Williams was born in Moscow, the son of an American engineer who had married settled in Russia. He was educated at the Petrovsky Academy and spent postgraduate studies in Paris with Louis Pasteur. He became a lecturer and then assistant professor of soils and agriculture. When the Timiriazev Academy of Agriculture was created he was made director. Williams was influenced by the views of Dokuchaev and became interested in the organic matter of soil. He introduced a doctrine of soil and soil formation and created a field that he called meadow science. He noted the importance of perennial grasses in soil fertility. He established what was called the Dokuchaev - Kostychev - Williams system of soil cultivation making use of the placement of meadows, fields, forests, shelterbelts and water bodies as key elements for agricultural landscaping. Williams clashed with soil scientists who worked purely on chemical analysis of soils.
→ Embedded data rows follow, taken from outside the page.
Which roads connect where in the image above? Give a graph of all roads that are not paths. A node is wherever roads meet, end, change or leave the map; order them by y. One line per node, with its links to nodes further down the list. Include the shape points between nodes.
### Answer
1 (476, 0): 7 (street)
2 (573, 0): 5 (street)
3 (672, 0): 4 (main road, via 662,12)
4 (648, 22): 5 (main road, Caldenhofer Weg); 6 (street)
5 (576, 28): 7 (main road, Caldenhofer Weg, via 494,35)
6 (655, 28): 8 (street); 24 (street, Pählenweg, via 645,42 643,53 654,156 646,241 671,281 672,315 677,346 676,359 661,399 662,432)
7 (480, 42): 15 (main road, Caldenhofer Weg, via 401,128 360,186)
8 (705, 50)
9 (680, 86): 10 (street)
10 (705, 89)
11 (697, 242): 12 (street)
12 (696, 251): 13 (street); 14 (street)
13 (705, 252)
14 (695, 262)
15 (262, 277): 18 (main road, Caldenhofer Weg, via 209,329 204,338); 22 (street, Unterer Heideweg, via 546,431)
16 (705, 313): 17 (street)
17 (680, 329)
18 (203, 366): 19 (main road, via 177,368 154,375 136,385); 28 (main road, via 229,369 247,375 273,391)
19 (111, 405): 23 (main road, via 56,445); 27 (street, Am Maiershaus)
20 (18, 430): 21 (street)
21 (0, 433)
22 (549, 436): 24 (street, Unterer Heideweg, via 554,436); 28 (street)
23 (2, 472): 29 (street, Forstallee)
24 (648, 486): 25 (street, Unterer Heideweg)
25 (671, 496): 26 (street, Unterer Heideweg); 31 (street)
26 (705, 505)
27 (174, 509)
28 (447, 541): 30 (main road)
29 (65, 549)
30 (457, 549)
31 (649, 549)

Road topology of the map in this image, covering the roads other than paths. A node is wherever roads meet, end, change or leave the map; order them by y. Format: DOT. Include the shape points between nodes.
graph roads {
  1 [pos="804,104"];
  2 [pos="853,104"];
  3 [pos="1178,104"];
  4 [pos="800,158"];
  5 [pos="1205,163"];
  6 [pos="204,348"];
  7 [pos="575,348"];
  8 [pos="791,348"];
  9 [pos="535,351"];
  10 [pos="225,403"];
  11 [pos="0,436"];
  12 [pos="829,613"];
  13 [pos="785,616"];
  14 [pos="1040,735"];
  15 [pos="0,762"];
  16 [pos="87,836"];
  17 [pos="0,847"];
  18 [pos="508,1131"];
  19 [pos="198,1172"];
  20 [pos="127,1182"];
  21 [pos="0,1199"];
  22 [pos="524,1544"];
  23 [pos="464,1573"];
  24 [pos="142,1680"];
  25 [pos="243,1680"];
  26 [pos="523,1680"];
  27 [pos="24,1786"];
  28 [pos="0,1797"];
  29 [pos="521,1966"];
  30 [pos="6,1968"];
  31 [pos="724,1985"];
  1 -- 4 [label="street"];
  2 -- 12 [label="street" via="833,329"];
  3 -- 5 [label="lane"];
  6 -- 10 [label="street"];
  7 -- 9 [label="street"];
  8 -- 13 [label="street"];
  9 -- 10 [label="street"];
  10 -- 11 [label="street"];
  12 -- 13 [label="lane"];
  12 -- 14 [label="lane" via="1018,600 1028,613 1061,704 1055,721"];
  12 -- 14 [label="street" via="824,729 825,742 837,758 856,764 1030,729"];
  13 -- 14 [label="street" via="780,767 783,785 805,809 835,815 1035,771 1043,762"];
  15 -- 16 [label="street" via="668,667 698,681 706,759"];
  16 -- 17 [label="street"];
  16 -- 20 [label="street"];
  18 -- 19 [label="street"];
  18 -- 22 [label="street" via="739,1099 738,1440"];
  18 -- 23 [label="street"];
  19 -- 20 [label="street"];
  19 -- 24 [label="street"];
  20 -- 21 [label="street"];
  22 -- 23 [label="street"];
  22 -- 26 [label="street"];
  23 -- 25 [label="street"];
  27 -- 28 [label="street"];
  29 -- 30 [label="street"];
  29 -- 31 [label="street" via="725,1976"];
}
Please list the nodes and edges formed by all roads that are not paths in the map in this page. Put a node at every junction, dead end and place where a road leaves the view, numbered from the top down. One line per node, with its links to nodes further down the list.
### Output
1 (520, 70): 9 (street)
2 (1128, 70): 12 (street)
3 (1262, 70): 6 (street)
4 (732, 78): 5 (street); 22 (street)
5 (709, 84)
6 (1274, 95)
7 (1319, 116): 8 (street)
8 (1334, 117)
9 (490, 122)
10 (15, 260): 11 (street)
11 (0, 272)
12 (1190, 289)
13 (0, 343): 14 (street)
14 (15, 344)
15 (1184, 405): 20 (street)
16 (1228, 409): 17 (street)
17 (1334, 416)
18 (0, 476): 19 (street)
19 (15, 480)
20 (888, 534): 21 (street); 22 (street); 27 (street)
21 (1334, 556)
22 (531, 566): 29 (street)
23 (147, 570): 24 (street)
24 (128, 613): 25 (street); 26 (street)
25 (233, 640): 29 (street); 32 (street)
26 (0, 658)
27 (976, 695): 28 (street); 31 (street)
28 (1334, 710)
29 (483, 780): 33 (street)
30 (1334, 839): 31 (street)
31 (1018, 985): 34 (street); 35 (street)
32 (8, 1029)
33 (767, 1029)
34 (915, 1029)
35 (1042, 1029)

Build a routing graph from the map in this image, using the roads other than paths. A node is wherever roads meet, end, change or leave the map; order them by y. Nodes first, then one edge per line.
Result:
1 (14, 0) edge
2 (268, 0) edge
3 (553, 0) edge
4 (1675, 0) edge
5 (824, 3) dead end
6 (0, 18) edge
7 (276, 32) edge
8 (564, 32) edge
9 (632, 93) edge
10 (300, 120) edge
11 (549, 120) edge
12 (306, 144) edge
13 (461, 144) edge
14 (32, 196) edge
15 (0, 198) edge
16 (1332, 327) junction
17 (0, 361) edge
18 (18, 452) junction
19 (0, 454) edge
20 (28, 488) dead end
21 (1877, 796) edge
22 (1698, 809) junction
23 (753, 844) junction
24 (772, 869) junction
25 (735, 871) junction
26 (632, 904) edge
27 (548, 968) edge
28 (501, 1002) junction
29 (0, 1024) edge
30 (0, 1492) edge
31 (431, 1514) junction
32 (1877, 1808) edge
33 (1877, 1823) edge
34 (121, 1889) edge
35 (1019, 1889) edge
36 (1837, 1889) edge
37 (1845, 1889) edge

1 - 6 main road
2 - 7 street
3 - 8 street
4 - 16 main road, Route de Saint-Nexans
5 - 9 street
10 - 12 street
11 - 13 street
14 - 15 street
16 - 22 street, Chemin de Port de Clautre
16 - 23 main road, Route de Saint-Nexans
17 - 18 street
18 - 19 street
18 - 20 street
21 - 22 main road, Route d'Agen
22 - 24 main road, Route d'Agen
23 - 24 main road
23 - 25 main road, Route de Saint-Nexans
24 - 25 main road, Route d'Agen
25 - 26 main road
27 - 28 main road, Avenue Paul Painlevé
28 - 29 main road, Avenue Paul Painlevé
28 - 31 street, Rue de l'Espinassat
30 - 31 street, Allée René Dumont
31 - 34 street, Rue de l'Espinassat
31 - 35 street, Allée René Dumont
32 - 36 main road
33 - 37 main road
He promoted the growing of clover and grass in fodder meadows to both feed livestock and to protect soil. He helped develop a soil museum at the institute and wrote a book on "Soil Science" with several edition from 1914 to 1920. Williams has been considered as a founding figure of soil science in the Soviet Union. He received an Order of Lenin and was a member of the Soviet Academy of Sciences.

Williams used dialectical materialism to support his ideas and this was widely used to shut down criticism during the Stalin regime. Critics included D.N. Pryanishnikov, K.K. Gedroits, N.M. Tulaikov. Williams ideas were adopted as part of Stalin's great plan for the transformation of nature.